#### Your assignment
Will you transcribe all the entries word for word, skipping the pictures they hold?

[Stored items from a collection]
===============

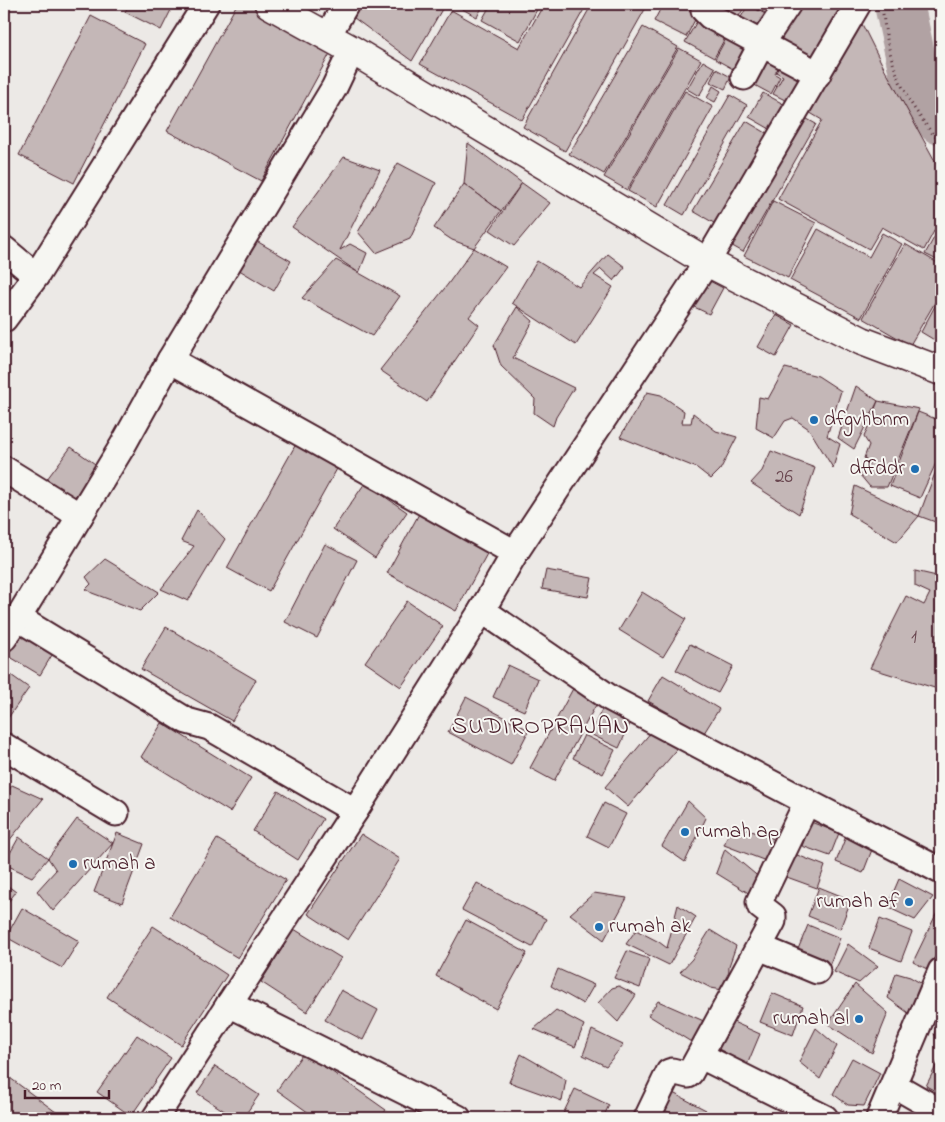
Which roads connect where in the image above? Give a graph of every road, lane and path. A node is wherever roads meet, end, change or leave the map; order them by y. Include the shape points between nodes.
1 (206, 4) edge
2 (269, 4) edge
3 (346, 4) edge
4 (704, 4) edge
5 (785, 4) edge
6 (858, 4) edge
7 (883, 11) dead end
8 (328, 37) junction
9 (762, 43) junction
10 (352, 50) junction
11 (818, 74) junction
12 (744, 77) dead end
13 (941, 143) edge
14 (4, 249) edge
15 (707, 262) junction
16 (36, 276) junction
17 (4, 319) edge
18 (170, 360) junction
19 (941, 371) edge
20 (4, 469) edge
21 (80, 516) junction
22 (515, 553) junction
23 (482, 610) junction
24 (18, 618) junction
25 (4, 638) edge
26 (4, 746) edge
27 (807, 802) junction
28 (355, 810) junction
29 (116, 813) dead end
30 (941, 871) edge
31 (759, 947) junction
32 (817, 971) dead end
33 (941, 971) edge
34 (230, 1004) junction
35 (701, 1056) junction
36 (894, 1085) junction
37 (941, 1112) edge
38 (155, 1118) edge
39 (458, 1118) edge
40 (647, 1118) edge
41 (824, 1118) edge
42 (879, 1118) edge

1 - 16 street
2 - 8 main road
3 - 8 street
4 - 9 street via 704,10 710,16
5 - 9 street
6 - 11 street
7 - 13 path via 898,80 912,106
8 - 10 main road
9 - 11 street
9 - 12 street
10 - 15 main road
10 - 18 street via 334,88
11 - 15 street
14 - 16 street
15 - 19 main road via 862,341
15 - 22 street
16 - 17 street
18 - 21 street
18 - 22 street
20 - 21 street
21 - 24 street
22 - 23 street
23 - 27 street via 610,698
23 - 28 street
24 - 25 street
24 - 28 street via 187,721 210,727
26 - 29 street
27 - 30 street
27 - 31 street via 759,902 774,918
28 - 34 street
31 - 32 street
31 - 35 street
33 - 36 street
34 - 38 street
34 - 39 street
35 - 40 street via 688,1075 669,1072
35 - 41 street
36 - 37 street
36 - 42 street

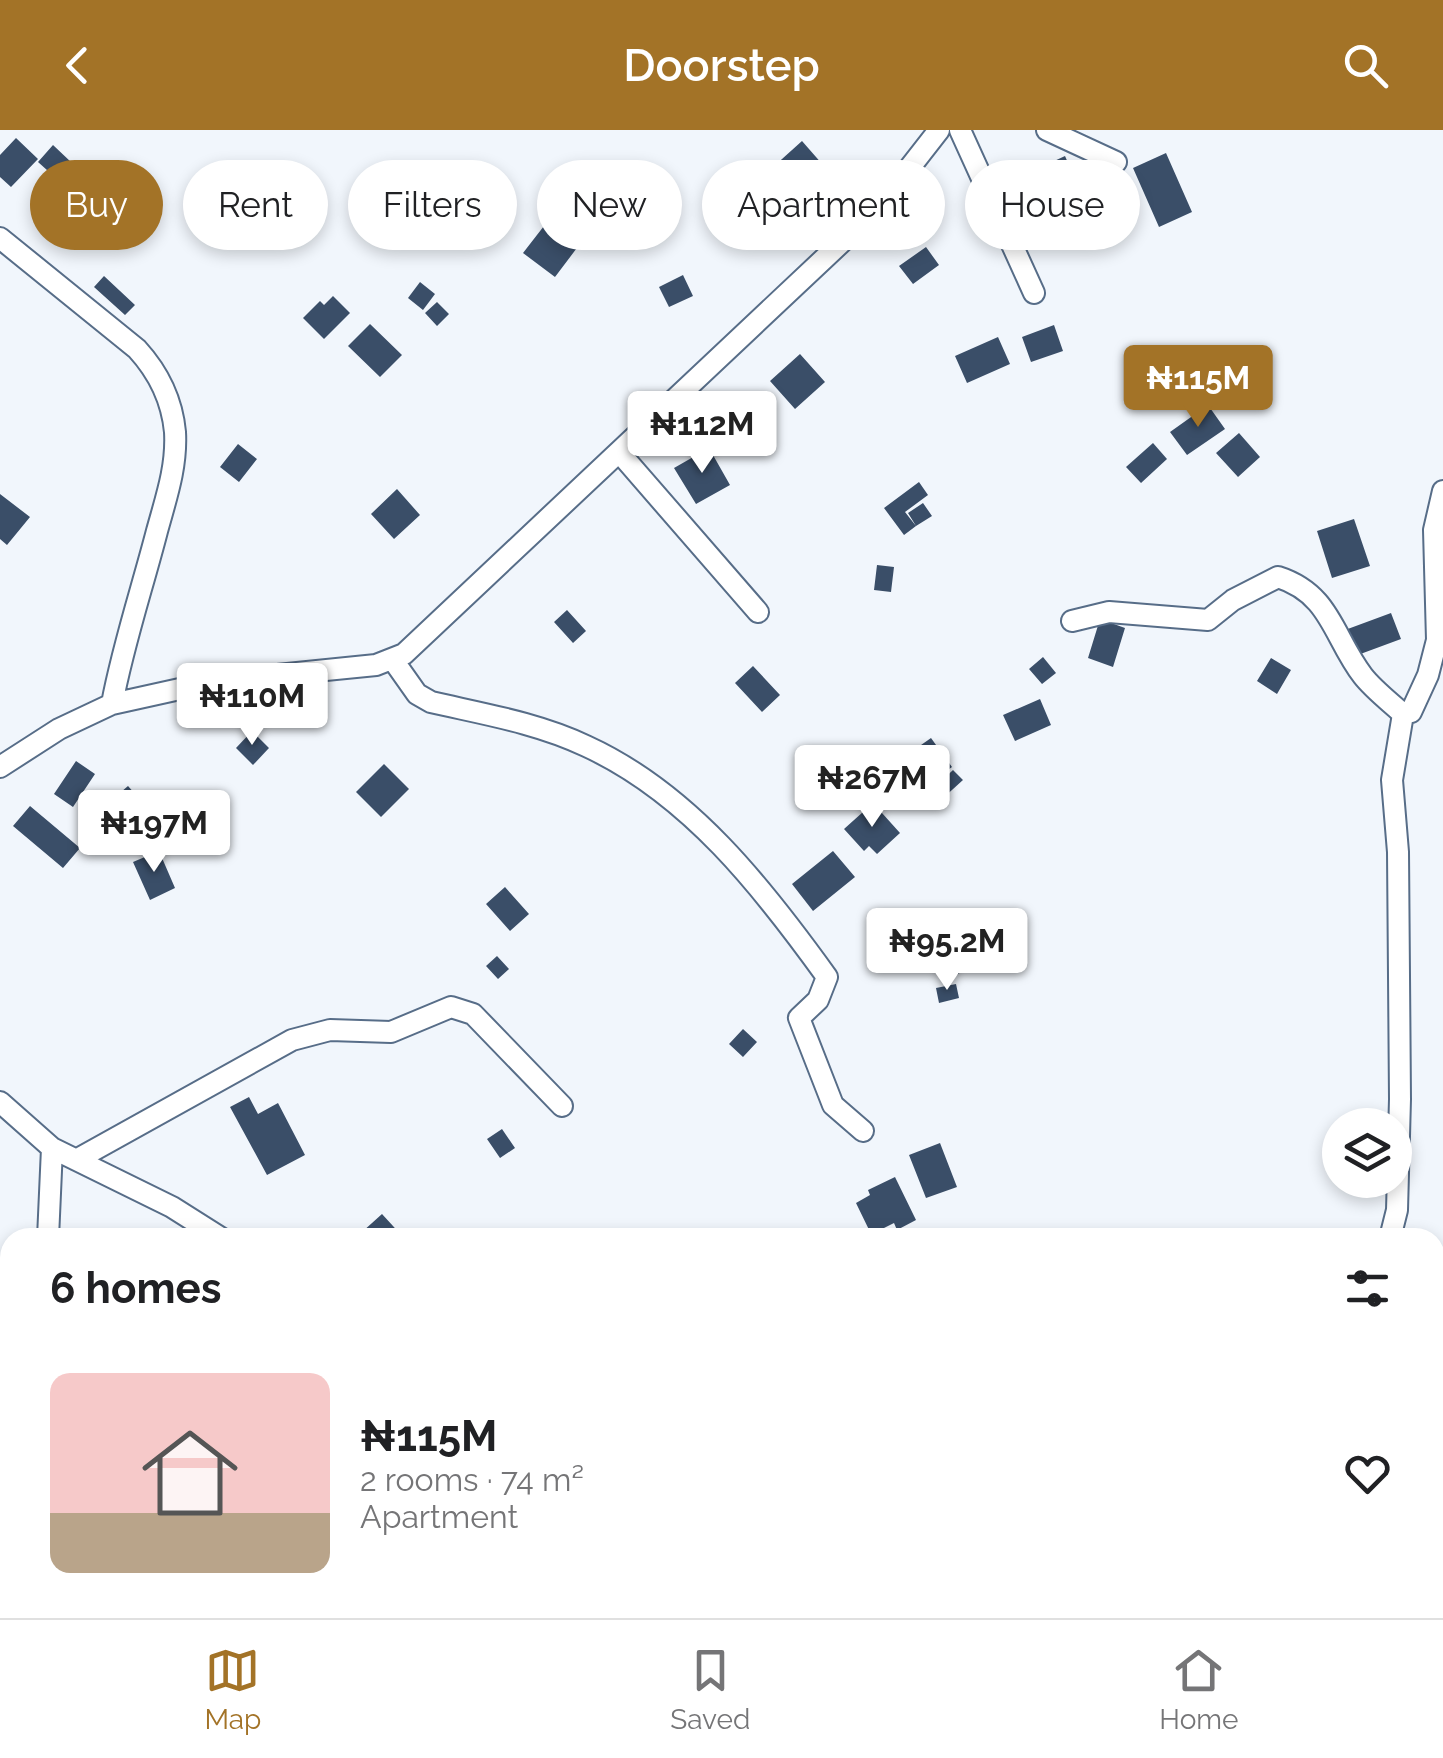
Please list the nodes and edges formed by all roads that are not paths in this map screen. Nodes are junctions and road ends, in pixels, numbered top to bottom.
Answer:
1 (939, 130) edge
2 (960, 130) edge
3 (1047, 130) edge
4 (1112, 160) edge
5 (0, 238) edge
6 (1034, 293) dead end
7 (619, 452) junction
8 (1443, 491) edge
9 (758, 612) dead end
10 (1072, 620) dead end
11 (393, 660) junction
12 (112, 704) junction
13 (1403, 714) junction
14 (0, 766) edge
15 (0, 1102) edge
16 (562, 1106) dead end
17 (863, 1131) dead end
18 (52, 1148) junction
19 (76, 1160) junction
20 (48, 1228) edge
21 (205, 1228) edge
22 (1392, 1228) edge

1 - 7 street
2 - 6 street
3 - 4 street
5 - 12 street
7 - 9 street
7 - 11 street
8 - 13 street
10 - 13 street
11 - 12 street
11 - 17 street
12 - 14 street
13 - 22 street
15 - 18 street
16 - 19 street
18 - 19 street
18 - 20 street
19 - 21 street

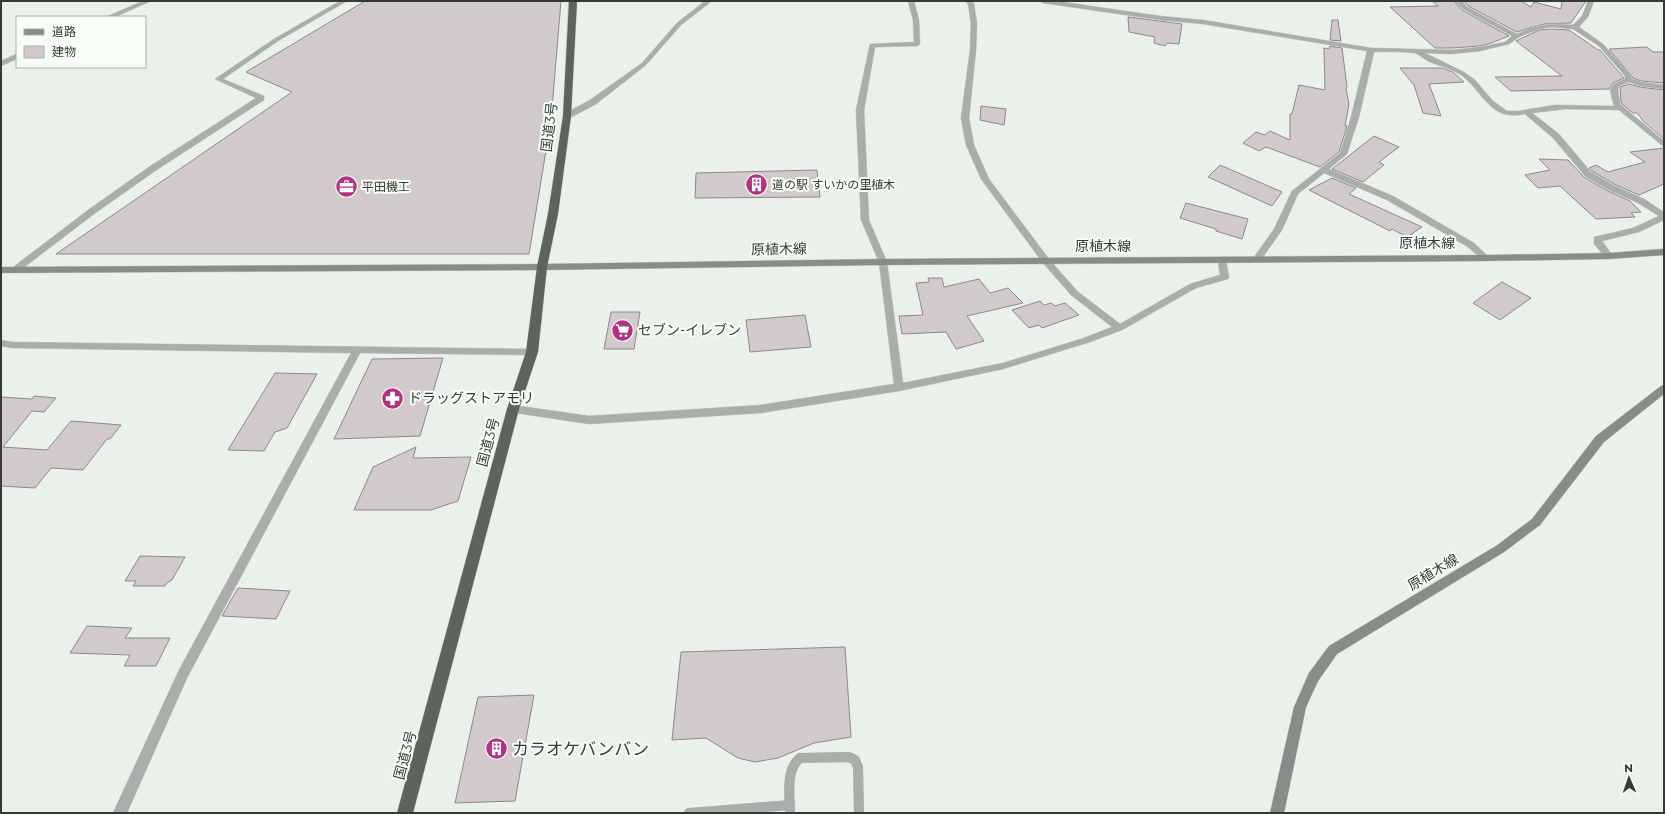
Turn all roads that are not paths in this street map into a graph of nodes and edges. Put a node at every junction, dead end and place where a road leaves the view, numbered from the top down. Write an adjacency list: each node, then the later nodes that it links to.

===============

#### Written response
Which roads connect where in the image above? Give a graph of every road, lane and path. A node is wherever roads meet, end, change or leave the map; order them by y. Include the shape points between nodes.
1 (206, 4) edge
2 (269, 4) edge
3 (346, 4) edge
4 (704, 4) edge
5 (785, 4) edge
6 (858, 4) edge
7 (883, 11) dead end
8 (328, 37) junction
9 (762, 43) junction
10 (352, 50) junction
11 (818, 74) junction
12 (744, 77) dead end
13 (941, 143) edge
14 (4, 249) edge
15 (707, 262) junction
16 (36, 276) junction
17 (4, 319) edge
18 (170, 360) junction
19 (941, 371) edge
20 (4, 469) edge
21 (80, 516) junction
22 (515, 553) junction
23 (482, 610) junction
24 (18, 618) junction
25 (4, 638) edge
26 (4, 746) edge
27 (807, 802) junction
28 (355, 810) junction
29 (116, 813) dead end
30 (941, 871) edge
31 (759, 947) junction
32 (817, 971) dead end
33 (941, 971) edge
34 (230, 1004) junction
35 (701, 1056) junction
36 (894, 1085) junction
37 (941, 1112) edge
38 (155, 1118) edge
39 (458, 1118) edge
40 (647, 1118) edge
41 (824, 1118) edge
42 (879, 1118) edge

1 - 16 street
2 - 8 main road
3 - 8 street
4 - 9 street via 704,10 710,16
5 - 9 street
6 - 11 street
7 - 13 path via 898,80 912,106
8 - 10 main road
9 - 11 street
9 - 12 street
10 - 15 main road
10 - 18 street via 334,88
11 - 15 street
14 - 16 street
15 - 19 main road via 862,341
15 - 22 street
16 - 17 street
18 - 21 street
18 - 22 street
20 - 21 street
21 - 24 street
22 - 23 street
23 - 27 street via 610,698
23 - 28 street
24 - 25 street
24 - 28 street via 187,721 210,727
26 - 29 street
27 - 30 street
27 - 31 street via 759,902 774,918
28 - 34 street
31 - 32 street
31 - 35 street
33 - 36 street
34 - 38 street
34 - 39 street
35 - 40 street via 688,1075 669,1072
35 - 41 street
36 - 37 street
36 - 42 street

Please list the nodes and edges formed by all roads that are not paths in this map screen. Nodes are junctions and road ends, in pixels, numbered top to bottom.
Answer:
1 (939, 130) edge
2 (960, 130) edge
3 (1047, 130) edge
4 (1112, 160) edge
5 (0, 238) edge
6 (1034, 293) dead end
7 (619, 452) junction
8 (1443, 491) edge
9 (758, 612) dead end
10 (1072, 620) dead end
11 (393, 660) junction
12 (112, 704) junction
13 (1403, 714) junction
14 (0, 766) edge
15 (0, 1102) edge
16 (562, 1106) dead end
17 (863, 1131) dead end
18 (52, 1148) junction
19 (76, 1160) junction
20 (48, 1228) edge
21 (205, 1228) edge
22 (1392, 1228) edge

1 - 7 street
2 - 6 street
3 - 4 street
5 - 12 street
7 - 9 street
7 - 11 street
8 - 13 street
10 - 13 street
11 - 12 street
11 - 17 street
12 - 14 street
13 - 22 street
15 - 18 street
16 - 19 street
18 - 19 street
18 - 20 street
19 - 21 street

Turn all roads that are not paths in this street map into a graph of nodes and edges. Put a node at every junction, dead end and place where a road leaves the view, numbered from the top down. Write an adjacency list: each node, then the later nodes that it links to.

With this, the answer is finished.